DESCRIPTION OF THE TASK:
The word "joint" marks the lines you need; copy each of them from the data.

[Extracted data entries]
===============

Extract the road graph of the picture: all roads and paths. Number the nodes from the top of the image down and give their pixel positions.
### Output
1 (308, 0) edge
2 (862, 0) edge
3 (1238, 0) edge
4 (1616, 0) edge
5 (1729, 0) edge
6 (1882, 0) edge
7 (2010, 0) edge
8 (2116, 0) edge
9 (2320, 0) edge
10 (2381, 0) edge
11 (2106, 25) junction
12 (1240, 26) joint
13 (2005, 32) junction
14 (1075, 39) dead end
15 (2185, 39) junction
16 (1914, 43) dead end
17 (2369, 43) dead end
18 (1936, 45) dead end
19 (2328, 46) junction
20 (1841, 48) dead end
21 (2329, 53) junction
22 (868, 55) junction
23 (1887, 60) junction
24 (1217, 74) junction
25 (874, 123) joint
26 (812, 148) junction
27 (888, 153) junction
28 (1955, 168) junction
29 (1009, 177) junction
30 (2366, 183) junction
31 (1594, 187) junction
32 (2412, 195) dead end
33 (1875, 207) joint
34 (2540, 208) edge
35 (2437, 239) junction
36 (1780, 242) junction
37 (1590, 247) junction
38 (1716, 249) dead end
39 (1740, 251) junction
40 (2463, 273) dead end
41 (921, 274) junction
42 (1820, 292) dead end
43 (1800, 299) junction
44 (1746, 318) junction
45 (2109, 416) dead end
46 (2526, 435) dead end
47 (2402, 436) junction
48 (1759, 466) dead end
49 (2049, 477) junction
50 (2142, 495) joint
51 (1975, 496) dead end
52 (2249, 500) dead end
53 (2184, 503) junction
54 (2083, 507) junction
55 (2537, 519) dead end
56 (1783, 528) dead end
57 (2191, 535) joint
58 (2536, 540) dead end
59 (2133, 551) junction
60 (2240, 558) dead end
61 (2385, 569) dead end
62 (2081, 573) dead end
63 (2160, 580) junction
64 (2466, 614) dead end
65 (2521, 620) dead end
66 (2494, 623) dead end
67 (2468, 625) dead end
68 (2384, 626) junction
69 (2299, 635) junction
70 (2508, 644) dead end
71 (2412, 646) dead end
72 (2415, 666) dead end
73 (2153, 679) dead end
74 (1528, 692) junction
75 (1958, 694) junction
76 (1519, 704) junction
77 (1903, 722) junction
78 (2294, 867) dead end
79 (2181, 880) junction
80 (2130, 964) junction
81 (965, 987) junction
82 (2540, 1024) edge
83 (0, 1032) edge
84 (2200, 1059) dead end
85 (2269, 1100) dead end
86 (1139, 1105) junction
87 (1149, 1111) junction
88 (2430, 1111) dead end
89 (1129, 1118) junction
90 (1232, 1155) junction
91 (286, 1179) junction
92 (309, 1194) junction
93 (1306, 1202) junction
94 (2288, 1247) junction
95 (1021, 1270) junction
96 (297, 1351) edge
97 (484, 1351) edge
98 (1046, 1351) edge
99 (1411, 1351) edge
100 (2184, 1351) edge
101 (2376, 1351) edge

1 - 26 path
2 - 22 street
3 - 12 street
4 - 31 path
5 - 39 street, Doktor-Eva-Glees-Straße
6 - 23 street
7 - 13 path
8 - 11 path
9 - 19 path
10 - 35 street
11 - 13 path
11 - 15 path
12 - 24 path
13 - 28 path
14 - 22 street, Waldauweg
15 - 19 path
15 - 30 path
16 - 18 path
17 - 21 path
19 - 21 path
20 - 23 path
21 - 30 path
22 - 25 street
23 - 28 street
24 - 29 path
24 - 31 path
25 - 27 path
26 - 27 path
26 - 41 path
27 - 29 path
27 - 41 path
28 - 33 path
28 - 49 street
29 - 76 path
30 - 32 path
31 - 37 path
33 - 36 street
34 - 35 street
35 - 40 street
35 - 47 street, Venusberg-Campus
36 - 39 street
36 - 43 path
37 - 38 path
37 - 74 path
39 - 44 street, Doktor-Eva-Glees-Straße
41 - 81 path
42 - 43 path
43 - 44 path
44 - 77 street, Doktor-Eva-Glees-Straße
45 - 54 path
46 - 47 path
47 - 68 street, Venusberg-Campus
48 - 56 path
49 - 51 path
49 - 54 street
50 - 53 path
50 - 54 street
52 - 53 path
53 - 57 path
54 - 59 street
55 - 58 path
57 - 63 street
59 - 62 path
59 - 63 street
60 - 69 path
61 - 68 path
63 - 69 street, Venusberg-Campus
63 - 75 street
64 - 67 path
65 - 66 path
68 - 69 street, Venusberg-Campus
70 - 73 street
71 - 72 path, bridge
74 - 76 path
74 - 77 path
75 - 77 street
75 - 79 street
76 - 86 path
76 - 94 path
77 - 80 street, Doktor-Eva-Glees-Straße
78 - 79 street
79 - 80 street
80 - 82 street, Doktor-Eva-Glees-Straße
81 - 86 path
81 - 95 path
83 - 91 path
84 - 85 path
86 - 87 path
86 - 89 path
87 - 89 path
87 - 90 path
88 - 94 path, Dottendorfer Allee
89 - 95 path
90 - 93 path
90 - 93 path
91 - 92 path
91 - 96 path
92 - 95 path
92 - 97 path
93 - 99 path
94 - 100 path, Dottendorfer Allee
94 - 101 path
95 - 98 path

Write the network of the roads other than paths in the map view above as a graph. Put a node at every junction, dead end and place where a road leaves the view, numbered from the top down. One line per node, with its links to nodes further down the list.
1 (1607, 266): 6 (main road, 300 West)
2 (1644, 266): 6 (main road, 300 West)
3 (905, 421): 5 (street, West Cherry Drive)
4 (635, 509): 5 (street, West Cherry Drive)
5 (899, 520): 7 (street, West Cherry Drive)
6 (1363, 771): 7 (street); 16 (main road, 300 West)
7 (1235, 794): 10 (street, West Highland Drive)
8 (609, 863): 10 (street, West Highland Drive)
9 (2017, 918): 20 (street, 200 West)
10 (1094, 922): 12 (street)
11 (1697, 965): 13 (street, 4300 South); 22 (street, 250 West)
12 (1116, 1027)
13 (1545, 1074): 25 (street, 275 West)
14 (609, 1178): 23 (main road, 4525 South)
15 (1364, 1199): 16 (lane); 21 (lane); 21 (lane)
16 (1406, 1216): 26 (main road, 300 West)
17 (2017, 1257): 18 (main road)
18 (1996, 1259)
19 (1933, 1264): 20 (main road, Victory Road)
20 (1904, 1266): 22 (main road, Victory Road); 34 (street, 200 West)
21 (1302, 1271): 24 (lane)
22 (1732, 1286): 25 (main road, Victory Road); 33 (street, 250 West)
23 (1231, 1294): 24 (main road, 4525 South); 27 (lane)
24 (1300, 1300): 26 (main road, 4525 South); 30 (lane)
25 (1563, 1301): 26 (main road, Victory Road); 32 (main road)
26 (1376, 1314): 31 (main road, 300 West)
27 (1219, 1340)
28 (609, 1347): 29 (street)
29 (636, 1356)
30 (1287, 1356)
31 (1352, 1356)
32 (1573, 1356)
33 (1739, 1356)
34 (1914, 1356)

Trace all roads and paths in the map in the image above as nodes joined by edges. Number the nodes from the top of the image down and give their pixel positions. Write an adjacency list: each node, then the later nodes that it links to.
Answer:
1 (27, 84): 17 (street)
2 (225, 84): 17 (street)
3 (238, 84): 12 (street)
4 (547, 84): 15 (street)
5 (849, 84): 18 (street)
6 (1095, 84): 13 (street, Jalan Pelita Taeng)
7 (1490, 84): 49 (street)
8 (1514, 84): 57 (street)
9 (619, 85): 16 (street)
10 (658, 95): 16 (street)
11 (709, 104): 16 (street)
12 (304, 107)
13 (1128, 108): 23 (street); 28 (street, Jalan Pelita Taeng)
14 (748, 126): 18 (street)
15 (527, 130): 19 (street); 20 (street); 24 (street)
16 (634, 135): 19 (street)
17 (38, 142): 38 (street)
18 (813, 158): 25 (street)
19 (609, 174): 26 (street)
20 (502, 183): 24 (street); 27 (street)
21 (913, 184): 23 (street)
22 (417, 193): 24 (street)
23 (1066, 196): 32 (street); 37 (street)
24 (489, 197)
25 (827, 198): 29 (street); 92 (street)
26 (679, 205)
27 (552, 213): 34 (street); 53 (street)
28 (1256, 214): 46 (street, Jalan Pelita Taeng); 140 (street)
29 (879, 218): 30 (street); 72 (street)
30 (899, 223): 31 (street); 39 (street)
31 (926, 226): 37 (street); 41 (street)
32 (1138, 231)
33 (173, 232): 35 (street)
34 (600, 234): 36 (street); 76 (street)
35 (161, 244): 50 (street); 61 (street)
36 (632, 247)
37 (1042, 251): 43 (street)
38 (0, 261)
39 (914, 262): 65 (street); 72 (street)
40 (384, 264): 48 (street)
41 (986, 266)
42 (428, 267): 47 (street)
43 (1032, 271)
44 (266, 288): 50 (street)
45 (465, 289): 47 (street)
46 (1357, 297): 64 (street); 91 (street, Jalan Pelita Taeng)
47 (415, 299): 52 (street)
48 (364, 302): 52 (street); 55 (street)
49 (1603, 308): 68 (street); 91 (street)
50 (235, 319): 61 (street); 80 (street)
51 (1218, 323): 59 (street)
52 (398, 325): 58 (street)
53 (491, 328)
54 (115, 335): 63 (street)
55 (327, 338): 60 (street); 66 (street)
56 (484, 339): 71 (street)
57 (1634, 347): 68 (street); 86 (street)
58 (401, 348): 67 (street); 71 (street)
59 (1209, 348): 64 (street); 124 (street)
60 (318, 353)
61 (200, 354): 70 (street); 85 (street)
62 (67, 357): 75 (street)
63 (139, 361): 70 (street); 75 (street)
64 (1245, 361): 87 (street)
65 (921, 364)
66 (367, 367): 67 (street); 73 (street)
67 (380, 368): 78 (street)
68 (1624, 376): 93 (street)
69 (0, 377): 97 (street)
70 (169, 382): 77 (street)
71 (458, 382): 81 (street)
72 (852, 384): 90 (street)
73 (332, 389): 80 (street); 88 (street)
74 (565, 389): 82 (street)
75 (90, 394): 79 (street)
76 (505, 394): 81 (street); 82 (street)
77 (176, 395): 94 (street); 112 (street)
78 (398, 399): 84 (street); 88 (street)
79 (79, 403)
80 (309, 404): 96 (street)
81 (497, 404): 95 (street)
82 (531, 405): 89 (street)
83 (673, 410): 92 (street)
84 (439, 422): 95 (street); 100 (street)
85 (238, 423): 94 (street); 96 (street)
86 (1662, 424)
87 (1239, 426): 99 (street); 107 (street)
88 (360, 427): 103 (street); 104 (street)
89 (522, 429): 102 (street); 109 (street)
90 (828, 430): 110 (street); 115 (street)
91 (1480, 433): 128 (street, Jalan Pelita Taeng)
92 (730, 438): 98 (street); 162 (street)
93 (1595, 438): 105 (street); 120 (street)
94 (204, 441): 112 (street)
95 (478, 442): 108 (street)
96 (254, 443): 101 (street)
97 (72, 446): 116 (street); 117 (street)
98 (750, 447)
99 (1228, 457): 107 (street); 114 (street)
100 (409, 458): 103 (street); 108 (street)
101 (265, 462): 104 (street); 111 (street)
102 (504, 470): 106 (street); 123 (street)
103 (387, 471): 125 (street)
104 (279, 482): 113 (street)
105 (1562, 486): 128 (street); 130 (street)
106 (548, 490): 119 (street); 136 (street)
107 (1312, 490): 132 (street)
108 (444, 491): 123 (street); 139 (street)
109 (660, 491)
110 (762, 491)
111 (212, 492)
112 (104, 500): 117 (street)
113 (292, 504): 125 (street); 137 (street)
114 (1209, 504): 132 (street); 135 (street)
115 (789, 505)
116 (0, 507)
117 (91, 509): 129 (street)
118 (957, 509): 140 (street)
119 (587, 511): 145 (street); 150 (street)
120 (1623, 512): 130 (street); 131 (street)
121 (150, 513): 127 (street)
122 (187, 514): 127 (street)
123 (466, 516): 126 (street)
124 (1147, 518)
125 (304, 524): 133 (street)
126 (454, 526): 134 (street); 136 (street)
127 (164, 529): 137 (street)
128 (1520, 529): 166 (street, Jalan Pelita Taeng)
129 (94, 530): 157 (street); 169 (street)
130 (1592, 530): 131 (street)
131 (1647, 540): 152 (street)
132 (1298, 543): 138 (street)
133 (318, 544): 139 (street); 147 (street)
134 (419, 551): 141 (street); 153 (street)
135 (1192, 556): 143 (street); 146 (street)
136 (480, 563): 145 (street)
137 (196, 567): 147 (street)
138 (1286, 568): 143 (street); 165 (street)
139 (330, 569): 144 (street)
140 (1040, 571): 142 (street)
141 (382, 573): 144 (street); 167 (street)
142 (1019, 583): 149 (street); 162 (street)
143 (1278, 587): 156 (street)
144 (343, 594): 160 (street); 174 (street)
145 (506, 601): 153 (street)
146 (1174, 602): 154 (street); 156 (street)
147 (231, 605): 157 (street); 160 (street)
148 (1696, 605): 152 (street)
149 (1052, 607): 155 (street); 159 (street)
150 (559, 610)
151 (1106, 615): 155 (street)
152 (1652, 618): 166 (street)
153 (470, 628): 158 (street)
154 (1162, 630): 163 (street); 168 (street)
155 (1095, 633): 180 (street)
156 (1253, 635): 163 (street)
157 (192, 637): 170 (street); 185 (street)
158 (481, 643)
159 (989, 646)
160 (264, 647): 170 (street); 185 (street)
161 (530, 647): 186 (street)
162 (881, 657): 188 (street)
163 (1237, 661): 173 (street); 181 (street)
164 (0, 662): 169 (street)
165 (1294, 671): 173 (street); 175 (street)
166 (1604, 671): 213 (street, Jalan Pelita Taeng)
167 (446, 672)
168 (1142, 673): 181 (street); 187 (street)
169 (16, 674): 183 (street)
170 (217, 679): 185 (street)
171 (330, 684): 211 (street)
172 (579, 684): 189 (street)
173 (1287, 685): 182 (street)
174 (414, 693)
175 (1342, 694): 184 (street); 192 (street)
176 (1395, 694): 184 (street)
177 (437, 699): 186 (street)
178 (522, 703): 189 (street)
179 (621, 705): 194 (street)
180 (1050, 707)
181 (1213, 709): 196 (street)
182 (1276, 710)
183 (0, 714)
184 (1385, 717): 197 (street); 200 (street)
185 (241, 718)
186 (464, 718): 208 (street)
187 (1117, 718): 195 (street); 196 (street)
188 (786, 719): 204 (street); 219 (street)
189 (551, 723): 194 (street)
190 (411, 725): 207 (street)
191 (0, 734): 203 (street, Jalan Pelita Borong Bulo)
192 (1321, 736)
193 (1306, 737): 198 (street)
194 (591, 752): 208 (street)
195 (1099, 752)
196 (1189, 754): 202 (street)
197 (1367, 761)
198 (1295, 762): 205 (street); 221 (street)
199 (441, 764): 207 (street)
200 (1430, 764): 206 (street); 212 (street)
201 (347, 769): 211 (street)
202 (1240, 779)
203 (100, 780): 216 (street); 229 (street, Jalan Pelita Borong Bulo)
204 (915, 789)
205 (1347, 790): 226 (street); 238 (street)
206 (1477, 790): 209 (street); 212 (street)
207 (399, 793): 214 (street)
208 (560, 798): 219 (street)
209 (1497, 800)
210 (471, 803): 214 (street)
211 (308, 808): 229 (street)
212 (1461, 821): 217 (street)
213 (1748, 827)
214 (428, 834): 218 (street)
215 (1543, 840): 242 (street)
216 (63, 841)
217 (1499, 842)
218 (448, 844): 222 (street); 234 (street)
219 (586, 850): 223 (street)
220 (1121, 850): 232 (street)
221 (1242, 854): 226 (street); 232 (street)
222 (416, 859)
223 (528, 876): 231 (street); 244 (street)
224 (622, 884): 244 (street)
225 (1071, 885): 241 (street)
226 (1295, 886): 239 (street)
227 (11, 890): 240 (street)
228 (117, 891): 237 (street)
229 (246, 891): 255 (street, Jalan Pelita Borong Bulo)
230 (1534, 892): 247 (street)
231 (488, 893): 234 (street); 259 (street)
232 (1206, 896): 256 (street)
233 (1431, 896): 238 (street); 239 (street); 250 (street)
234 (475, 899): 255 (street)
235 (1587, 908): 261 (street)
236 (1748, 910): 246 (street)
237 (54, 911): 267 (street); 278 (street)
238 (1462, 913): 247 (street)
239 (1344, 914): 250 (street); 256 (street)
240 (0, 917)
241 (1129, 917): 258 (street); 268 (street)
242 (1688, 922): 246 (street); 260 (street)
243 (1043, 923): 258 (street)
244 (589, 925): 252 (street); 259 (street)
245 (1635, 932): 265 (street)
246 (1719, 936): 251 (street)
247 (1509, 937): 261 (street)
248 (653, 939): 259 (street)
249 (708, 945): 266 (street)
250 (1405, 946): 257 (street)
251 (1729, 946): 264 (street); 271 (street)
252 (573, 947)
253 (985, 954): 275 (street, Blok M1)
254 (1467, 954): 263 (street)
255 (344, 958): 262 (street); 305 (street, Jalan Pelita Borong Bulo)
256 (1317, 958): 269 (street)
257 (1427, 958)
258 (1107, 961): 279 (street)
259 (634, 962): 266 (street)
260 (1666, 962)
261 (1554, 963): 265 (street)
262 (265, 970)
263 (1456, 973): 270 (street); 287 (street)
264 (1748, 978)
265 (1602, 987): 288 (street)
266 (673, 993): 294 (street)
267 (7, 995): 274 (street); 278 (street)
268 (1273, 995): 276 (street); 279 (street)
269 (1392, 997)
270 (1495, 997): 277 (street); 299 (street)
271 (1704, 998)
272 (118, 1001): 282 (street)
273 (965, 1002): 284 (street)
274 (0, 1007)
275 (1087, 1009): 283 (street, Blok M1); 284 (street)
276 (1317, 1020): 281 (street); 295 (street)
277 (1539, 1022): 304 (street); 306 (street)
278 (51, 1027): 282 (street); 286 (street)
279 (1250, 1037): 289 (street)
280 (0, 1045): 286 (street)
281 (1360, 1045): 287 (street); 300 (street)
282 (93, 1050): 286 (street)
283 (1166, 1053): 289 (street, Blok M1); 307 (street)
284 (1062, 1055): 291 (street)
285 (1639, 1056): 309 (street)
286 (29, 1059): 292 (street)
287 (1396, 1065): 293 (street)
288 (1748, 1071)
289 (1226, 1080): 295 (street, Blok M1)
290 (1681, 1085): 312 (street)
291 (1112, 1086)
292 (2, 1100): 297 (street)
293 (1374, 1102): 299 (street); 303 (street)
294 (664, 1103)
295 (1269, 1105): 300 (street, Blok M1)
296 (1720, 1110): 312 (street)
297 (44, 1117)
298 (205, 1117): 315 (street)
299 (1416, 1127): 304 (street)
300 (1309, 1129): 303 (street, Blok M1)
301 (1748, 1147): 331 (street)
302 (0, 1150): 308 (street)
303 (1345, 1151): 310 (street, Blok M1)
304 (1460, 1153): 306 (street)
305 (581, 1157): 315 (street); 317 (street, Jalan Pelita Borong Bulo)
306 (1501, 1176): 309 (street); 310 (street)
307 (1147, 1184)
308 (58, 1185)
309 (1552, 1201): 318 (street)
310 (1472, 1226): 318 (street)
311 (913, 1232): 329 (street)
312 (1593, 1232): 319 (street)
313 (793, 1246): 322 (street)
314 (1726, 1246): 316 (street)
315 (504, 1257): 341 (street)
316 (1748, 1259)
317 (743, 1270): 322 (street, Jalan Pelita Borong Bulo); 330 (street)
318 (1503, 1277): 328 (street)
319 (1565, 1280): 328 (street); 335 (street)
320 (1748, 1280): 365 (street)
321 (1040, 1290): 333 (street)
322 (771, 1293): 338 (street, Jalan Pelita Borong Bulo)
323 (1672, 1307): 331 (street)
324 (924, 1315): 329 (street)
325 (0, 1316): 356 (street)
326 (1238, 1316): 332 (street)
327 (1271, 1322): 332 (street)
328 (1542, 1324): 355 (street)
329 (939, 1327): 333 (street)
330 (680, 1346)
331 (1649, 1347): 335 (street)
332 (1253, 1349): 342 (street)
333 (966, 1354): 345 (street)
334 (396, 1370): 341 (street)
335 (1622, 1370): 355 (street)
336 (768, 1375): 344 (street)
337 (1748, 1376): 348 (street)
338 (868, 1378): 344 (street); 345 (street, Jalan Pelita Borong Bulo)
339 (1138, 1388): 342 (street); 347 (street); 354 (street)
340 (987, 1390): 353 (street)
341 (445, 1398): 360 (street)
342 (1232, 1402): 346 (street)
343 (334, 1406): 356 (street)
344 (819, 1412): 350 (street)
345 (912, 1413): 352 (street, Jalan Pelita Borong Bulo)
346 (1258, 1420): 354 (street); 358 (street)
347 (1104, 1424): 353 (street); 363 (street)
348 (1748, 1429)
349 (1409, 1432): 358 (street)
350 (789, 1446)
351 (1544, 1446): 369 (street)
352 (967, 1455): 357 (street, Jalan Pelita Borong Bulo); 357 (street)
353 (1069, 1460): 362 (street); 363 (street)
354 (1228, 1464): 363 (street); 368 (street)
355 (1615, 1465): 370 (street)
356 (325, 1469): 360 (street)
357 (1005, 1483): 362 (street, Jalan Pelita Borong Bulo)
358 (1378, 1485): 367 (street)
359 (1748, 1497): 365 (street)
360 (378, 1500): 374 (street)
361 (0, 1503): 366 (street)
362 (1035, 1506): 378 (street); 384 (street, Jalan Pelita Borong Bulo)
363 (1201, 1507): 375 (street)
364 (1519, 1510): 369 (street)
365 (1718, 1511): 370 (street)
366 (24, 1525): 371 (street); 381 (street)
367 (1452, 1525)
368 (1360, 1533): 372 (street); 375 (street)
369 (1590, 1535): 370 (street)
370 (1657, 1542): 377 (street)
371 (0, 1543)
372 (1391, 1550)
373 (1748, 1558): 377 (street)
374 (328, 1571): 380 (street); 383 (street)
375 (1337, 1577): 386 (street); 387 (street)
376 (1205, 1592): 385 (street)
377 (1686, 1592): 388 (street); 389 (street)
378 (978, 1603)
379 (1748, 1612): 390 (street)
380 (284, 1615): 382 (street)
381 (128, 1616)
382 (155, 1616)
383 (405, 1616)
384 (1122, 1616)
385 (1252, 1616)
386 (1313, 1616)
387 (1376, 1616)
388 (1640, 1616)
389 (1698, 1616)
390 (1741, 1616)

===============

SOLUTION:
12 (1240, 26) joint
25 (874, 123) joint
33 (1875, 207) joint
50 (2142, 495) joint
57 (2191, 535) joint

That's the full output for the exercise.